[[ Records for the exercise, beginning ]]

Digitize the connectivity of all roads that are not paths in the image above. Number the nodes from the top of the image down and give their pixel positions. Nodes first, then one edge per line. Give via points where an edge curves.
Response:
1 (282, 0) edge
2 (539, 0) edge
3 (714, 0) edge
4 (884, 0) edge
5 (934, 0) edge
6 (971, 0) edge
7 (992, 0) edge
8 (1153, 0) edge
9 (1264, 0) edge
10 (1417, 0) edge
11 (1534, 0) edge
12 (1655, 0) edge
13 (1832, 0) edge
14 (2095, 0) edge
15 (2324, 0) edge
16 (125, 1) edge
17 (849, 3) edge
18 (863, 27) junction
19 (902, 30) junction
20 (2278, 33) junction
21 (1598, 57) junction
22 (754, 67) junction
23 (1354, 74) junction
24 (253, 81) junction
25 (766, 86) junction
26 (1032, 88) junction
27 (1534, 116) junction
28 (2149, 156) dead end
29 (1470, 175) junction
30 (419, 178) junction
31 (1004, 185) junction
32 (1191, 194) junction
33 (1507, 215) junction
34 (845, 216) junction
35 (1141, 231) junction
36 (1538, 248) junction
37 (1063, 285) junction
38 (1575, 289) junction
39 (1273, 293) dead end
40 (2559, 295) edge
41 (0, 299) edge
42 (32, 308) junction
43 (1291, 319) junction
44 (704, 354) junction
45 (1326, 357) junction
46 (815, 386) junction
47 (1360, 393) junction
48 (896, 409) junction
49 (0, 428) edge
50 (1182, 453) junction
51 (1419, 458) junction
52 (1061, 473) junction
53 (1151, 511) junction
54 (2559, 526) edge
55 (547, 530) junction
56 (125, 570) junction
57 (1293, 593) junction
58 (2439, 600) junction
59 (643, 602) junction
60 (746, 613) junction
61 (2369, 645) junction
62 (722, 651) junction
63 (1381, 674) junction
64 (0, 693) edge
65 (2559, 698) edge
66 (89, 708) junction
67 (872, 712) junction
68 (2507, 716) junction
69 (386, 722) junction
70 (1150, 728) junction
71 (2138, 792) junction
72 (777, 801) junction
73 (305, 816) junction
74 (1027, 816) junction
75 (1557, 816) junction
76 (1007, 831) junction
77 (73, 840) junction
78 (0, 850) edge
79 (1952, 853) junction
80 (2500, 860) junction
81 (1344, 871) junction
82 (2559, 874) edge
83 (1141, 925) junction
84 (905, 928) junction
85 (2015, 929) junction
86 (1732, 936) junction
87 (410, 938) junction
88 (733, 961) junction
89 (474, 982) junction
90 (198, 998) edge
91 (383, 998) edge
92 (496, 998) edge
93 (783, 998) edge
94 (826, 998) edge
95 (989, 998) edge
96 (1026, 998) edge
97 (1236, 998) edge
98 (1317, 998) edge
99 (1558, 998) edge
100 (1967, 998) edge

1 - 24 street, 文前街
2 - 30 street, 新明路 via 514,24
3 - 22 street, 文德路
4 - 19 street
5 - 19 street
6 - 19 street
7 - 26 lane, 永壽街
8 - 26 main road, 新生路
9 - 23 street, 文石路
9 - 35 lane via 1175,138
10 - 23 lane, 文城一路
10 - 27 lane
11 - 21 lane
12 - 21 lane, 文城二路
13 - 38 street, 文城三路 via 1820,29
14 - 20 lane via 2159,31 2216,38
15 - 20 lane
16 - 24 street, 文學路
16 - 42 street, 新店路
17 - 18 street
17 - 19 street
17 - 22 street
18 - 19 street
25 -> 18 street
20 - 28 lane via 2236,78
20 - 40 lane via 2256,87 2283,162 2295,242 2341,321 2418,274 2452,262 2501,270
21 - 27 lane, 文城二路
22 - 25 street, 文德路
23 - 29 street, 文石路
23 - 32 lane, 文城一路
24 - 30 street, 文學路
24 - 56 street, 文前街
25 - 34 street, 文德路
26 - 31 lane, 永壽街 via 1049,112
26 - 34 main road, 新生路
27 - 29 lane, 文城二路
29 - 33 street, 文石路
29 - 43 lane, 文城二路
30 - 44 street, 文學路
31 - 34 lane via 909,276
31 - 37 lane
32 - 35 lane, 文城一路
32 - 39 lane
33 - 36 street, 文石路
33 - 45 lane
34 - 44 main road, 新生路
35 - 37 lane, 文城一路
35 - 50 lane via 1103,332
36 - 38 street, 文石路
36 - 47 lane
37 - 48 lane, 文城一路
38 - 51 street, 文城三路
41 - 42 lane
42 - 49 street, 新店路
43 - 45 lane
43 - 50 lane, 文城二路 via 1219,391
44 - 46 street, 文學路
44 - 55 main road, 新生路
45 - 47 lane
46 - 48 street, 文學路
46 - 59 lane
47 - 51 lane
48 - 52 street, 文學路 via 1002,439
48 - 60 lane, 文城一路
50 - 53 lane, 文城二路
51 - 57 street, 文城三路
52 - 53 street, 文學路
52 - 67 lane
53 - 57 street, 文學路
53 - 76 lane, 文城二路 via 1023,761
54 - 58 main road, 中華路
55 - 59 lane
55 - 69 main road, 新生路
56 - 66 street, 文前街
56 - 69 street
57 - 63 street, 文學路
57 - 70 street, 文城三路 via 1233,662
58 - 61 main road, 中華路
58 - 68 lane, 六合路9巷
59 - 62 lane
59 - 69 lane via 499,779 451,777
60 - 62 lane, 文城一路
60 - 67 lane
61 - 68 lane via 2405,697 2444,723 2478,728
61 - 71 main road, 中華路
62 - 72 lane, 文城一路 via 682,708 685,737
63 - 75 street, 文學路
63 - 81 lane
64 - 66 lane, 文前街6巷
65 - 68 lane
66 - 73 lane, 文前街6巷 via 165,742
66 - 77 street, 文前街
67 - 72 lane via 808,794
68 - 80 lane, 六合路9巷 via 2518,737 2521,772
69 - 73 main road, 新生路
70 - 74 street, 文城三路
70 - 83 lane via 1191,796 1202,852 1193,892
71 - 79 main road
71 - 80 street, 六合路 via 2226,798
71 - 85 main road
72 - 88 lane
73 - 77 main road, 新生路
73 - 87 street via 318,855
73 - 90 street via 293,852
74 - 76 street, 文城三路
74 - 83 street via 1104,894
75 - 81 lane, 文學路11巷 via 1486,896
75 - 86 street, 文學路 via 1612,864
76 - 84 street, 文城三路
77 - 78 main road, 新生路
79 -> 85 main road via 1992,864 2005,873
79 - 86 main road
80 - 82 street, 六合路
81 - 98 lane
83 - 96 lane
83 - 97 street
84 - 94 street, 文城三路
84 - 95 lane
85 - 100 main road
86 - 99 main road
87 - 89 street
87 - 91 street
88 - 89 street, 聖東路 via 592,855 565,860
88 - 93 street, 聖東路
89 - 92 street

[[ Records for the exercise, end ]]

• **What you have to do**
In these entries, please give the number of lines holding the string "文城三路" and nothing more.

• **Written answer**
8